Each entry must come back word for word; drop the images as you go.

(Source records)

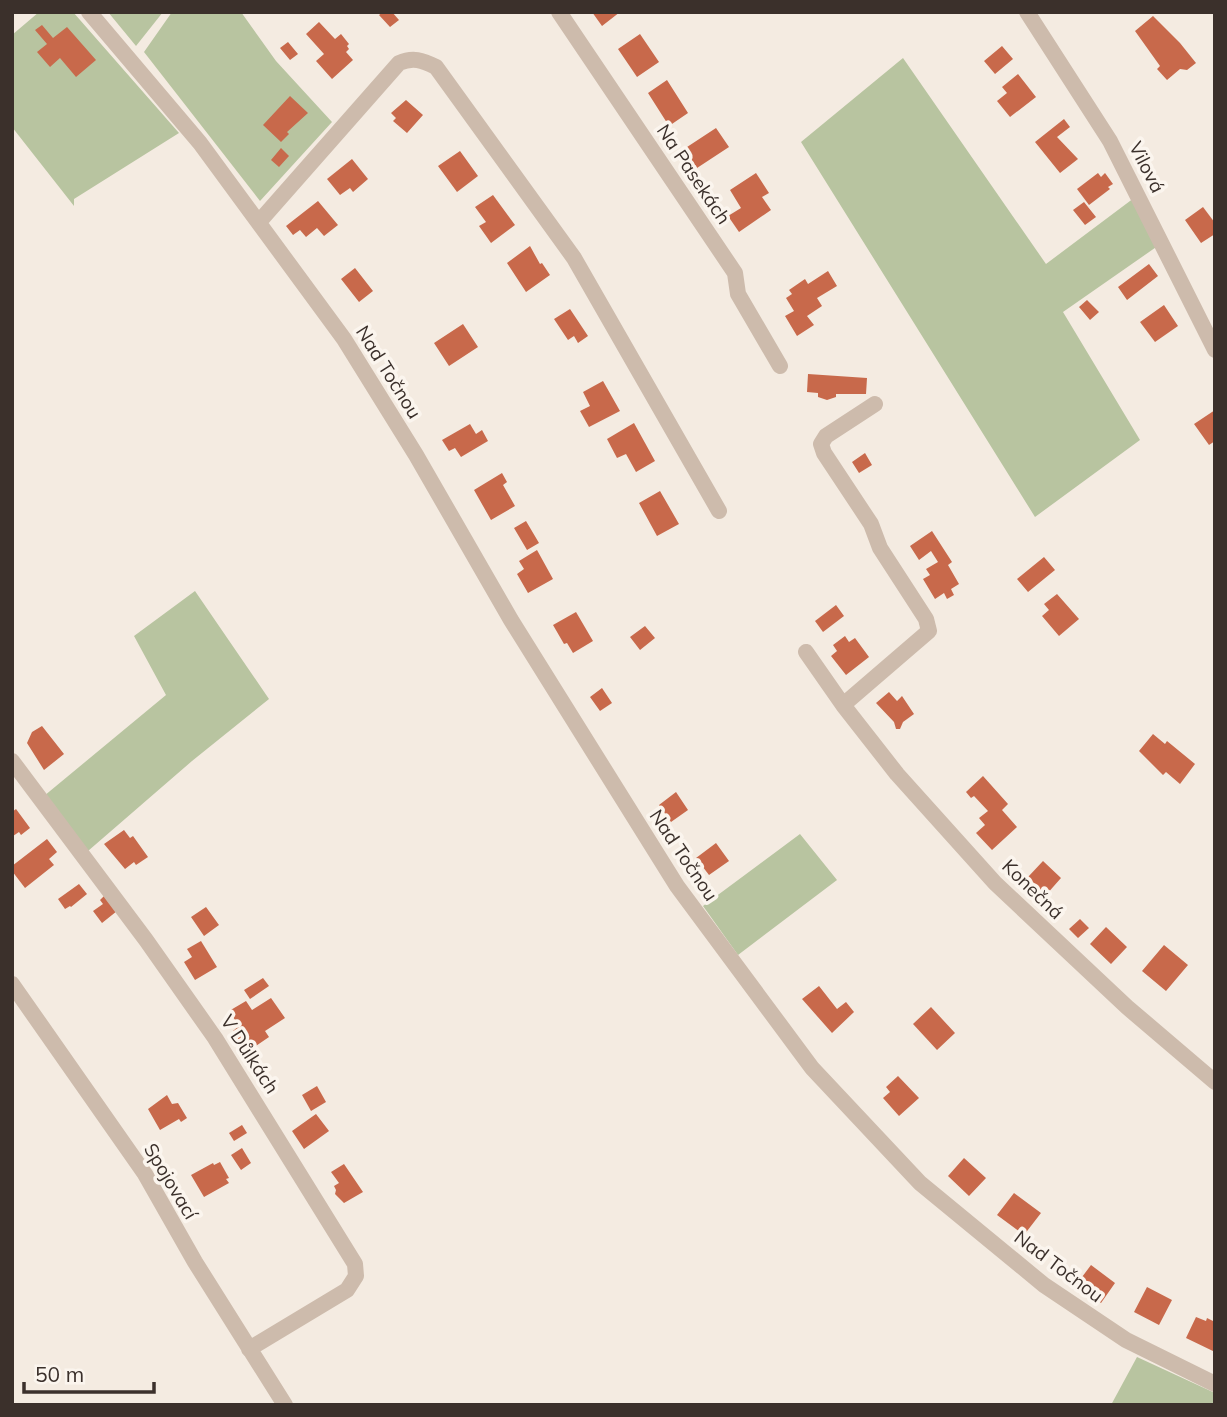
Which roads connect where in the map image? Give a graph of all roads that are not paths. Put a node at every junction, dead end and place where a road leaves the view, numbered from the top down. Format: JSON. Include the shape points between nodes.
{"nodes":[{"id":1,"x":89,"y":12,"type":"edge"},
{"id":2,"x":559,"y":12,"type":"edge"},
{"id":3,"x":1027,"y":12,"type":"edge"},
{"id":4,"x":258,"y":222,"type":"junction"},
{"id":5,"x":1215,"y":350,"type":"edge"},
{"id":6,"x":780,"y":366,"type":"dead end"},
{"id":7,"x":875,"y":404,"type":"dead end"},
{"id":8,"x":719,"y":511,"type":"dead end"},
{"id":9,"x":806,"y":652,"type":"dead end"},
{"id":10,"x":843,"y":705,"type":"junction"},
{"id":11,"x":12,"y":761,"type":"edge"},
{"id":12,"x":12,"y":984,"type":"edge"},
{"id":13,"x":1215,"y":1082,"type":"edge"},
{"id":14,"x":249,"y":1349,"type":"junction"},
{"id":15,"x":1215,"y":1384,"type":"edge"},
{"id":16,"x":285,"y":1405,"type":"edge"}],
"edges":[{"from":1,"to":4,"type":"street","name":"Nad Točnou","via":[[200,143]]},
{"from":2,"to":6,"type":"street","name":"Na Pasekách","via":[[735,272],[738,294]]},
{"from":3,"to":5,"type":"street","name":"Vilová","via":[[1111,141]]},
{"from":4,"to":8,"type":"street","via":[[399,63],[409,58],[436,67],[574,258]]},
{"from":4,"to":15,"type":"street","name":"Nad Točnou","via":[[344,339],[511,621],[677,886],[812,1068],[920,1183],[1044,1285],[1126,1340]]},
{"from":7,"to":10,"type":"street","via":[[821,444],[929,631]]},
{"from":9,"to":10,"type":"street","name":"Konečná"},
{"from":10,"to":13,"type":"street","name":"Konečná","via":[[897,774],[995,883]]},
{"from":11,"to":14,"type":"street","name":"V Důlkách","via":[[215,1038],[355,1264],[356,1276],[347,1290]]},
{"from":12,"to":14,"type":"street","name":"Spojovací","via":[[145,1174]]},
{"from":14,"to":16,"type":"street","name":"Spojovací"}]}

(End Source records)

# [Response area]
Which roads connect where in the map image? Give a graph of all roads that are not paths. Put a node at every junction, dead end and place where a road leaves the view, numbered from the top down. Format: JSON. Include the shape points between nodes.
{"nodes":[{"id":1,"x":89,"y":12,"type":"edge"},
{"id":2,"x":559,"y":12,"type":"edge"},
{"id":3,"x":1027,"y":12,"type":"edge"},
{"id":4,"x":258,"y":222,"type":"junction"},
{"id":5,"x":1215,"y":350,"type":"edge"},
{"id":6,"x":780,"y":366,"type":"dead end"},
{"id":7,"x":875,"y":404,"type":"dead end"},
{"id":8,"x":719,"y":511,"type":"dead end"},
{"id":9,"x":806,"y":652,"type":"dead end"},
{"id":10,"x":843,"y":705,"type":"junction"},
{"id":11,"x":12,"y":761,"type":"edge"},
{"id":12,"x":12,"y":984,"type":"edge"},
{"id":13,"x":1215,"y":1082,"type":"edge"},
{"id":14,"x":249,"y":1349,"type":"junction"},
{"id":15,"x":1215,"y":1384,"type":"edge"},
{"id":16,"x":285,"y":1405,"type":"edge"}],
"edges":[{"from":1,"to":4,"type":"street","name":"Nad Točnou","via":[[200,143]]},
{"from":2,"to":6,"type":"street","name":"Na Pasekách","via":[[735,272],[738,294]]},
{"from":3,"to":5,"type":"street","name":"Vilová","via":[[1111,141]]},
{"from":4,"to":8,"type":"street","via":[[399,63],[409,58],[436,67],[574,258]]},
{"from":4,"to":15,"type":"street","name":"Nad Točnou","via":[[344,339],[511,621],[677,886],[812,1068],[920,1183],[1044,1285],[1126,1340]]},
{"from":7,"to":10,"type":"street","via":[[821,444],[929,631]]},
{"from":9,"to":10,"type":"street","name":"Konečná"},
{"from":10,"to":13,"type":"street","name":"Konečná","via":[[897,774],[995,883]]},
{"from":11,"to":14,"type":"street","name":"V Důlkách","via":[[215,1038],[355,1264],[356,1276],[347,1290]]},
{"from":12,"to":14,"type":"street","name":"Spojovací","via":[[145,1174]]},
{"from":14,"to":16,"type":"street","name":"Spojovací"}]}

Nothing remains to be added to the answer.